Dr. V’s story had a web of interconnected ethical issues that Hannan tried to unravel. First, Dr. V lied to investors about her background. Second, she hid her status as a transgender woman. Third, she attempted suicide in the past and was unstable. You’re never going to run into the exact same set of ethical considerations twice, Hannan said, so it’s foolish to plan only for simple situations. Following a process that forces you to ask important questions can allow you to let the important questions (like whether to stop reporting because the source is vulnerable) be answered and the seemingly urgent questions (like whether you can find a document or corroborate a fact) be put into perspective and perhaps delayed.

Editors, have open communication with freelancers on longer term stories especially.

In Bill Simmons’ apology, he stressed that Grantland followed a process both in encouraging Hannan to pursue the story and in deciding utlimately whether to run it.

Simmons said that he was involved in the decision to greenlight Hannan’s reporting and that he saw Dr. V as “the perfect character for a quirky feature about a quirky piece of sports equipment.” He didn’t think of the ethical issues around outing a transgender story subject during the reporting process until after he ran the story and faced criticism. 

“Before we officially decided to post Caleb’s piece, we tried to stick as many trained eyeballs on it as possible. Somewhere between 13 and 15 people read the piece in all, including every senior editor but one, our two lead copy desk editors, our publisher and even ESPN.com’s editor-in-chief,” he wrote.

But none of this hand-wringing made it to Hannan.

“I did not get that sense of trepidation or excitement or whatever it was on the other end,” he said.

Grantland editors may have been deeply considering the consequences of reporting and publishing this story, but Hannan wasn’t aware of any of that conversation until the backlash began and he read Simmons’ apology.

“As soon as I read that, I immediately thought, ‘My god, if I had found out that you guys were as scared of this as my wife was, that would have scared me, too, or scared me more than I already was. My editor and I, as far as I can remember, never talked about the potential that she would hurt herself because of the story.”

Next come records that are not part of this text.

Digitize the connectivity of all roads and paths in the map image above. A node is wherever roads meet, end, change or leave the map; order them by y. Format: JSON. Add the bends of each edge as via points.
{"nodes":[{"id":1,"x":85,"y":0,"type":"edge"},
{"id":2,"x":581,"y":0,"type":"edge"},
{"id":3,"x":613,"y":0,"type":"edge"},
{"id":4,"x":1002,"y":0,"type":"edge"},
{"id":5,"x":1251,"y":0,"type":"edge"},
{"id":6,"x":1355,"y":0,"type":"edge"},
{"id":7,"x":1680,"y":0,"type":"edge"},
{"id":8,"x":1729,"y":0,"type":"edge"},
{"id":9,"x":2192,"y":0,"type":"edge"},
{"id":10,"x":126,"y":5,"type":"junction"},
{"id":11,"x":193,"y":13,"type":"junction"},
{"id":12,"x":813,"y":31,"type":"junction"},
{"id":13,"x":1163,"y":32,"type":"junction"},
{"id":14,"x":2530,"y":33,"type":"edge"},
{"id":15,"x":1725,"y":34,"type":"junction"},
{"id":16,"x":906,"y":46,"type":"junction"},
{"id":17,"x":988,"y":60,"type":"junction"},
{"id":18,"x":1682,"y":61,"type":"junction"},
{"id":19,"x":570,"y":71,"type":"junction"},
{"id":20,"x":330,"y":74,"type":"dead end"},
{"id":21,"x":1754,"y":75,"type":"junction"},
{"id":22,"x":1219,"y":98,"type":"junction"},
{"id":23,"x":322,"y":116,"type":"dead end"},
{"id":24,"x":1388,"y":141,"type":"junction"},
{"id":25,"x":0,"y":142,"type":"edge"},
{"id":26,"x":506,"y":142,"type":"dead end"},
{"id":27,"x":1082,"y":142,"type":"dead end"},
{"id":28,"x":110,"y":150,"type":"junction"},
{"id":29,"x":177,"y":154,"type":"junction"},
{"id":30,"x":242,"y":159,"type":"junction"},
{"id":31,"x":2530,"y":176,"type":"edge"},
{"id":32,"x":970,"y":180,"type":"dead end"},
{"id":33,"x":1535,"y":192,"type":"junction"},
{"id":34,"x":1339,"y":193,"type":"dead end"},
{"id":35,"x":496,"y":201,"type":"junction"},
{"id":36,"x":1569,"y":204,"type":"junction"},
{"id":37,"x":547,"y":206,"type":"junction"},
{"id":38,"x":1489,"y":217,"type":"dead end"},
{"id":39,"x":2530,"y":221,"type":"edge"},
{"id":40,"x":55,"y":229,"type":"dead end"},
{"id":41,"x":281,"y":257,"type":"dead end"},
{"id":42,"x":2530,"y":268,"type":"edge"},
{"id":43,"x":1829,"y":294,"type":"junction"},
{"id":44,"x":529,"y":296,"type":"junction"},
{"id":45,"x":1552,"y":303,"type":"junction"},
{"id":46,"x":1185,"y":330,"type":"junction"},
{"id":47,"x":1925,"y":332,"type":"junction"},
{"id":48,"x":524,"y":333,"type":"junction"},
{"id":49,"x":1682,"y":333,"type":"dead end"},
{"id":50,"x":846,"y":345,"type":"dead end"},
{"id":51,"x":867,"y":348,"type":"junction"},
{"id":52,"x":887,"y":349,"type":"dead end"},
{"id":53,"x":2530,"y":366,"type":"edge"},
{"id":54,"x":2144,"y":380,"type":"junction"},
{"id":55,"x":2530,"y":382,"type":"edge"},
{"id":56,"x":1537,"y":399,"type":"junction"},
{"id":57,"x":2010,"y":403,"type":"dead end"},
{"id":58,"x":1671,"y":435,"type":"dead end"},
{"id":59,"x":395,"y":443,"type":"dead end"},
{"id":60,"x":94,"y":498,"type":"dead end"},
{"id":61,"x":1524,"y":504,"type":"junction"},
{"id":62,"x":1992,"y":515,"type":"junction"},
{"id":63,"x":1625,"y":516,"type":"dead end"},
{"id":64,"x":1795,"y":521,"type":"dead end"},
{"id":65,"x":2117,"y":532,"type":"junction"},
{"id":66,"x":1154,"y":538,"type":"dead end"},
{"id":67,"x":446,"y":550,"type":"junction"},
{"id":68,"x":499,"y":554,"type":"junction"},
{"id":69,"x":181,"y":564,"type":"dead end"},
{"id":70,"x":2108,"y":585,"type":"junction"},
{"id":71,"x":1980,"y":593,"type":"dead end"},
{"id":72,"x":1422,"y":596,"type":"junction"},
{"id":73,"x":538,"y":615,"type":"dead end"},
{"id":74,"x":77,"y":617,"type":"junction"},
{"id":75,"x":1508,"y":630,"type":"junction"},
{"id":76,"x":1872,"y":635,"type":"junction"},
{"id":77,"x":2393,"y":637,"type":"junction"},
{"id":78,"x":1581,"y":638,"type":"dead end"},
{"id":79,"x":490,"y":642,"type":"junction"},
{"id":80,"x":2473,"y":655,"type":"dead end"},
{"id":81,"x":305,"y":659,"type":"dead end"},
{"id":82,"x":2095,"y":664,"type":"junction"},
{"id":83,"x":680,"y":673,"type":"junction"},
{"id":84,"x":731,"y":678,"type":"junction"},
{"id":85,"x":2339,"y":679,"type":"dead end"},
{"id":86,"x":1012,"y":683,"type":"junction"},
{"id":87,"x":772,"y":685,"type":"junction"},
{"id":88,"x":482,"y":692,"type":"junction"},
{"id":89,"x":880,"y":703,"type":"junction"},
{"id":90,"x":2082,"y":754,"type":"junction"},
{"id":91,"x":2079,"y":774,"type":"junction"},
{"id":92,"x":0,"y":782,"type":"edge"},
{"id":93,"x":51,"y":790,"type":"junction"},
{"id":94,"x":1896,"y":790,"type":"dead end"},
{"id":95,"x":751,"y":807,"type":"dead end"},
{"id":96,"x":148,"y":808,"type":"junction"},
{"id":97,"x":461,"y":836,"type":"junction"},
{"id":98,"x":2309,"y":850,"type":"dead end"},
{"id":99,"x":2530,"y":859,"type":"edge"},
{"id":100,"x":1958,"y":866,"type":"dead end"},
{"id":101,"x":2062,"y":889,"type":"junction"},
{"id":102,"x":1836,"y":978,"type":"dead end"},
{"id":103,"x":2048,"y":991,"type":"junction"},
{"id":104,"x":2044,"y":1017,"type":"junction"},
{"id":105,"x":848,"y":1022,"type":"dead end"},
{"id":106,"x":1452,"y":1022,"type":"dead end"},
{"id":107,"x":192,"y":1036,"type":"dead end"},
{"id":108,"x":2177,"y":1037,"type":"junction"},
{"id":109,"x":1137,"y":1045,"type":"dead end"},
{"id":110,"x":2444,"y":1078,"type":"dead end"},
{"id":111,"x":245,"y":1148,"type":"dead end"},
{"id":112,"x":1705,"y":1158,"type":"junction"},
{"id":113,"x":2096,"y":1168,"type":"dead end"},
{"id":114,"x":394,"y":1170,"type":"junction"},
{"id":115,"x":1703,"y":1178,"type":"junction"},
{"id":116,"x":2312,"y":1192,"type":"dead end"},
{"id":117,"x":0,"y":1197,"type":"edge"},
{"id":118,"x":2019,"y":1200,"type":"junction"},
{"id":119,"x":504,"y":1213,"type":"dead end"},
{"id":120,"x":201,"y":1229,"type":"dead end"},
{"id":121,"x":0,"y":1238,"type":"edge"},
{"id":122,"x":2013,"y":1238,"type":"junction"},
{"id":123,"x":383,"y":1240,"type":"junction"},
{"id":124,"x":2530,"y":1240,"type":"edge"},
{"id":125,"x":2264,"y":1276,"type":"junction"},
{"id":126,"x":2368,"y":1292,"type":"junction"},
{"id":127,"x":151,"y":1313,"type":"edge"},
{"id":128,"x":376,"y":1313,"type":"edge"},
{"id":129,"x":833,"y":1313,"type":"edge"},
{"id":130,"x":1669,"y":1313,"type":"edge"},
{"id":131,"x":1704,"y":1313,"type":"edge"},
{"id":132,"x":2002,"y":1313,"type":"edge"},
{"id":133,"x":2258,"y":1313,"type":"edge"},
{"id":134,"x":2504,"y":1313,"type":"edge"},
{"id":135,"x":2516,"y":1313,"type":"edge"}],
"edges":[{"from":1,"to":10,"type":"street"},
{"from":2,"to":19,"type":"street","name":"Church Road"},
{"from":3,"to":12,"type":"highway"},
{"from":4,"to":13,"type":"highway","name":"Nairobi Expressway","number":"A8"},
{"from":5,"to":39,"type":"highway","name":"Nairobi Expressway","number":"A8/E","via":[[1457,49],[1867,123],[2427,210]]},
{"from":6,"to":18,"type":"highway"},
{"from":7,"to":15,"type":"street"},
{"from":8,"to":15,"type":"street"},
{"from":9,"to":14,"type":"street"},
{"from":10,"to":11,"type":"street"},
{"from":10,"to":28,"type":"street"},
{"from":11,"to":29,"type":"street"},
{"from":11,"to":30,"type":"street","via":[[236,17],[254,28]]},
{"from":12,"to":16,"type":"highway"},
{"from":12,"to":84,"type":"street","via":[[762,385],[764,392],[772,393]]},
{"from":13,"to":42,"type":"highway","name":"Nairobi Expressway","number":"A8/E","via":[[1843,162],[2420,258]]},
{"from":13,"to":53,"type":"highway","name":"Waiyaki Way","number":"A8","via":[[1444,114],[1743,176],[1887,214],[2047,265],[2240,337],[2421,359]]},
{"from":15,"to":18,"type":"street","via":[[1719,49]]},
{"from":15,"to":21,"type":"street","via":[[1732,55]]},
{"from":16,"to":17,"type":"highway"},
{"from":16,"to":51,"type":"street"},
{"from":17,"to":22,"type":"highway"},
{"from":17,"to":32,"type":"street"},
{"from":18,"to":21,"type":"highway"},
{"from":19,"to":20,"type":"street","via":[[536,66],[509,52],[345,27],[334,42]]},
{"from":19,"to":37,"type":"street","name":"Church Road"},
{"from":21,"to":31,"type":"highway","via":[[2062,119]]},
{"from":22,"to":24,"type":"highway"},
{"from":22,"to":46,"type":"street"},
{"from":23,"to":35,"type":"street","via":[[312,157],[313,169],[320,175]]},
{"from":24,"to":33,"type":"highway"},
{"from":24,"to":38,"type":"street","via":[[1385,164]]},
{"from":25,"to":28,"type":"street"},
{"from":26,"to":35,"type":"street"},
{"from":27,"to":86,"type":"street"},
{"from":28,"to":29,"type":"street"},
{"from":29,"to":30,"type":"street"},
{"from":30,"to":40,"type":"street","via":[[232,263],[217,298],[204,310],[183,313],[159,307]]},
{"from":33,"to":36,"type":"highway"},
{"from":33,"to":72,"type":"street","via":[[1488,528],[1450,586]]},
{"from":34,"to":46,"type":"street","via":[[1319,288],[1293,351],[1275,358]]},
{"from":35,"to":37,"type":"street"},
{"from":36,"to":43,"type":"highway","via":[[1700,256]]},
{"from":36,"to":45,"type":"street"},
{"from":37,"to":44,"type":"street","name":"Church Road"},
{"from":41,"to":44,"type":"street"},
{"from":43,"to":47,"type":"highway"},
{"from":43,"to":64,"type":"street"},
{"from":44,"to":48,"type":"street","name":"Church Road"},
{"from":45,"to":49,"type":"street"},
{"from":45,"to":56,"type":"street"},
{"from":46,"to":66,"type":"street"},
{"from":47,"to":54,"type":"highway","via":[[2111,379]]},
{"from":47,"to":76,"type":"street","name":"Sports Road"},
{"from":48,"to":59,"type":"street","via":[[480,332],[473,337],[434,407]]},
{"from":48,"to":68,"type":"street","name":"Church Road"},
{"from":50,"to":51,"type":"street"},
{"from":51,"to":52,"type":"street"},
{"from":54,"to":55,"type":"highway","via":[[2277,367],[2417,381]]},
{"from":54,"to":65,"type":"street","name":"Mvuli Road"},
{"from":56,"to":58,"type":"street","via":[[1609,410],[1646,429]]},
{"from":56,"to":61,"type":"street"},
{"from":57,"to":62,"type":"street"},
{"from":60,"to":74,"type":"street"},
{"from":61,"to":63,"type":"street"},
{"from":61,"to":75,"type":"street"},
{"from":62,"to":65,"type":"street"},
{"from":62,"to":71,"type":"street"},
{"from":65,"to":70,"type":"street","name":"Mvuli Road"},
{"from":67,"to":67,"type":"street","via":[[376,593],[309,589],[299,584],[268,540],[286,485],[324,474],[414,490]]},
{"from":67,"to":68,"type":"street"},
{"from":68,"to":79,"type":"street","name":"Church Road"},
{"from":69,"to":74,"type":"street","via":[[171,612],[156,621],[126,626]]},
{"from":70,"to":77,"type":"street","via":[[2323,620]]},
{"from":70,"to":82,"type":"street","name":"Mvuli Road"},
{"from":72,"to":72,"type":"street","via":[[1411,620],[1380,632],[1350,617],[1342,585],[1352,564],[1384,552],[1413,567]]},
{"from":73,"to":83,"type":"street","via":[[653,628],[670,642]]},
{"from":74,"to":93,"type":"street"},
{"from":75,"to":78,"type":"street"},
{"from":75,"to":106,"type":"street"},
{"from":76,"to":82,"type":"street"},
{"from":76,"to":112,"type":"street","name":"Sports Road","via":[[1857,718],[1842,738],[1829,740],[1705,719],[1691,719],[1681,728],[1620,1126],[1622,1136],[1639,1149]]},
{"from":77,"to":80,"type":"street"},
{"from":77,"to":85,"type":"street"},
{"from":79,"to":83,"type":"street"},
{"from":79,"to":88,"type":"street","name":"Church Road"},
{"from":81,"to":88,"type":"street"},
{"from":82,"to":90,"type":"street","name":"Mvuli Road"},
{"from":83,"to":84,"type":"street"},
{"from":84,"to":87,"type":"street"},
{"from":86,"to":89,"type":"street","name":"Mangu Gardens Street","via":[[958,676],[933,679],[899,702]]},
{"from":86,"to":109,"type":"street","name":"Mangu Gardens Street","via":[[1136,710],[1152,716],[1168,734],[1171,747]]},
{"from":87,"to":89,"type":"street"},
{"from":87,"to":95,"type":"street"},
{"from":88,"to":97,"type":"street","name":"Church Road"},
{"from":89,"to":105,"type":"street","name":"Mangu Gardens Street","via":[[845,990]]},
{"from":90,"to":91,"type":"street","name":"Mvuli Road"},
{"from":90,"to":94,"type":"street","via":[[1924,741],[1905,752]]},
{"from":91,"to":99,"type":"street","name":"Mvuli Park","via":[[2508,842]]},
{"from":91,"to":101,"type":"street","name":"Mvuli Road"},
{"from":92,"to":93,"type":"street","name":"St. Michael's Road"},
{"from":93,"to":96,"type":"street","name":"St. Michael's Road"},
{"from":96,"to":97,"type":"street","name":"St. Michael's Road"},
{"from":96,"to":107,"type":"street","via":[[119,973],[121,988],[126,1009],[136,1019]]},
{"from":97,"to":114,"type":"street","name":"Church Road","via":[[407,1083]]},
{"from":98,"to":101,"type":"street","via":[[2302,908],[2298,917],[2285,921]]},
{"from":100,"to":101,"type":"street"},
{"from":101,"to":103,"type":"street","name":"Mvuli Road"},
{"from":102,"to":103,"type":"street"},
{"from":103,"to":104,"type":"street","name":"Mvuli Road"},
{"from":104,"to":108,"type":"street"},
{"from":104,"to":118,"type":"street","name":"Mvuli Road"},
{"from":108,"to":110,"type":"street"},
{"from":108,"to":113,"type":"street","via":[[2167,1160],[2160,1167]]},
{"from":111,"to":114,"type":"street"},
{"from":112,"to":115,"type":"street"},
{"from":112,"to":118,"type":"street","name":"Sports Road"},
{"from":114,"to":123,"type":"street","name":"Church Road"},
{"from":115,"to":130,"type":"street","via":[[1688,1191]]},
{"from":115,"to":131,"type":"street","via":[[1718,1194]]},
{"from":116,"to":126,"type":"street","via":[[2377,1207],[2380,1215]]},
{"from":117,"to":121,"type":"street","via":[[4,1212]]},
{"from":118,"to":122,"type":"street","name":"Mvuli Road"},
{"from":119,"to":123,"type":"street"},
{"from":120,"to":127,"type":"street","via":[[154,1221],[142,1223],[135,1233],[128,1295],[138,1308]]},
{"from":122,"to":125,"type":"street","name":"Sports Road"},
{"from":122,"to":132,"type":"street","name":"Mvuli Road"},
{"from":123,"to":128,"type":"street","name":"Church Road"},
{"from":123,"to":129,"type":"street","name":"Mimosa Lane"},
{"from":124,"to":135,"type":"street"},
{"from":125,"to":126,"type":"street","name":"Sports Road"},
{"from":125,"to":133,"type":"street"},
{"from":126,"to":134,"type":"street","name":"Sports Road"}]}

As far as he knew, he said, only a couple of people, a freelance fact checker and an editor, had read the piece before it was published. Hannan said he wishes he had been involved in some of those conversations, wishes that he had known there were alternatives being considered. Some of these conversations may have been more apparent had he been a staff writer, had he been in the same building as the Grantland higher-ups debating whether and how to run his piece.

“There’s a million and one things that come with actually being in the same office or being on the same Slack channel,” Hannan said. “There’s serendipity in this that I’m sure gets lost when you’re just some guy who has written a few short pieces for a site.”

Would that have changed the outcome in this case? Not necessarily, but it’s worth considering the way you treat freelancers, the way you invest in them and the way you introduce them into the culture of ethical decision making and diversity considerations you want to have at your organization.

“Dr. V’s Magical Putter” is used now in a case study in ethics classes. Hannan sees his contribution to the discussion as necessary accountability, not bravery. And his infamy in the journalism world is something he tries to keep in perspective.

“I’ve had a conversation about this in my head every day for the past two years, since I started reporting it,” he said. “I’m going to take that as the price to be paid for getting involved in someone’s life who maybe I should have never been a part of, or maybe I should’ve stopped being a part of. I don’t know how to react to it except to say that it exists and I’m going to try to deal with it as best I can.”

Correction: A previous version of this story used alluded instead of eluded. It has been corrected.